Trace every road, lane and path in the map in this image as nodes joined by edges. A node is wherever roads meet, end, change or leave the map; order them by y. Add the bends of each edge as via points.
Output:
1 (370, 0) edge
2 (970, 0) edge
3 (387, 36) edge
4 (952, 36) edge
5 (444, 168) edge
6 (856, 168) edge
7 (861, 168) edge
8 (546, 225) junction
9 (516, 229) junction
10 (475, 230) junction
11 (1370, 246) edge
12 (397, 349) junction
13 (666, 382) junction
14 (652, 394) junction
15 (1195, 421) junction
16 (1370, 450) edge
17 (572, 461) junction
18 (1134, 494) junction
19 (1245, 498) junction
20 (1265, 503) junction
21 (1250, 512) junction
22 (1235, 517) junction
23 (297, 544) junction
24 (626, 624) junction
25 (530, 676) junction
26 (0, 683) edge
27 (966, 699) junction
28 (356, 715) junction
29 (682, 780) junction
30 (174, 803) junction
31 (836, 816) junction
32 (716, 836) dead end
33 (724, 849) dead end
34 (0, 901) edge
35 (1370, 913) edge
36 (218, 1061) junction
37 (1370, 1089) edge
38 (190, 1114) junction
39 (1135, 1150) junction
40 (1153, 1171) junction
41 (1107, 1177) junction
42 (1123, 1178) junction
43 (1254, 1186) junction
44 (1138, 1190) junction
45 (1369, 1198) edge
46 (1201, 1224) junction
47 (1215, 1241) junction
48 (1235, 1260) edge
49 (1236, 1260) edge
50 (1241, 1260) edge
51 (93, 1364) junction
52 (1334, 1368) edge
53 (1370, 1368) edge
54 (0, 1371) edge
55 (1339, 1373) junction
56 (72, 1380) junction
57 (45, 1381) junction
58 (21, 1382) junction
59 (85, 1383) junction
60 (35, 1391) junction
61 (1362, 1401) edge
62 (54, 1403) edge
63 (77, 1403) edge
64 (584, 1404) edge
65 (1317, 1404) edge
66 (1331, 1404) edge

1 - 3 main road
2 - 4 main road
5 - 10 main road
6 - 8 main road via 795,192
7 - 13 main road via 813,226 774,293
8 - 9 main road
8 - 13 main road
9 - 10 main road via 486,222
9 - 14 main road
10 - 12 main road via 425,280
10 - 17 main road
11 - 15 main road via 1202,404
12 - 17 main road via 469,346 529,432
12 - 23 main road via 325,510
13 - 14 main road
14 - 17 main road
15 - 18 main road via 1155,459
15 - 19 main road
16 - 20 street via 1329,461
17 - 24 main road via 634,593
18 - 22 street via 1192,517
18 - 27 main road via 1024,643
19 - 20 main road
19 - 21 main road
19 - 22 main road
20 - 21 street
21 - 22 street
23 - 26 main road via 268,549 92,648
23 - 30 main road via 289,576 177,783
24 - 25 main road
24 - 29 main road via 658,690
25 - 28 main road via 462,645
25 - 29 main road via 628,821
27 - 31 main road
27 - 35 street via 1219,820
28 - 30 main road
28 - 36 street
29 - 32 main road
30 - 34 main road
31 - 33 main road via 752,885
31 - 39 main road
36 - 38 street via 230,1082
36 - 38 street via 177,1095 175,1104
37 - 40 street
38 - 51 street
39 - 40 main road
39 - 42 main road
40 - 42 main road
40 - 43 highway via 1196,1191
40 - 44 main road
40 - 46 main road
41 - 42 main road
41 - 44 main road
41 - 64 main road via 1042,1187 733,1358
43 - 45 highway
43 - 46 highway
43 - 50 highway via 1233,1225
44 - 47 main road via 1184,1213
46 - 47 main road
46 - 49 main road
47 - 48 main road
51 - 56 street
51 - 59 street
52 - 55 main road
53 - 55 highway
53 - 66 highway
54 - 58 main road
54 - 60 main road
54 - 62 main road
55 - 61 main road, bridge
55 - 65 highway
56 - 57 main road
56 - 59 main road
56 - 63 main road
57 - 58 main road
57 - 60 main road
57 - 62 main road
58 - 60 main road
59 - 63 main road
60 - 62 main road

What you have to do:
Which lines contain "street"? Copy each of them from the listing.

Finished task:
16 - 20 street via 1329,461
18 - 22 street via 1192,517
20 - 21 street
21 - 22 street
27 - 35 street via 1219,820
28 - 36 street
36 - 38 street via 230,1082
36 - 38 street via 177,1095 175,1104
37 - 40 street
38 - 51 street
51 - 56 street
51 - 59 street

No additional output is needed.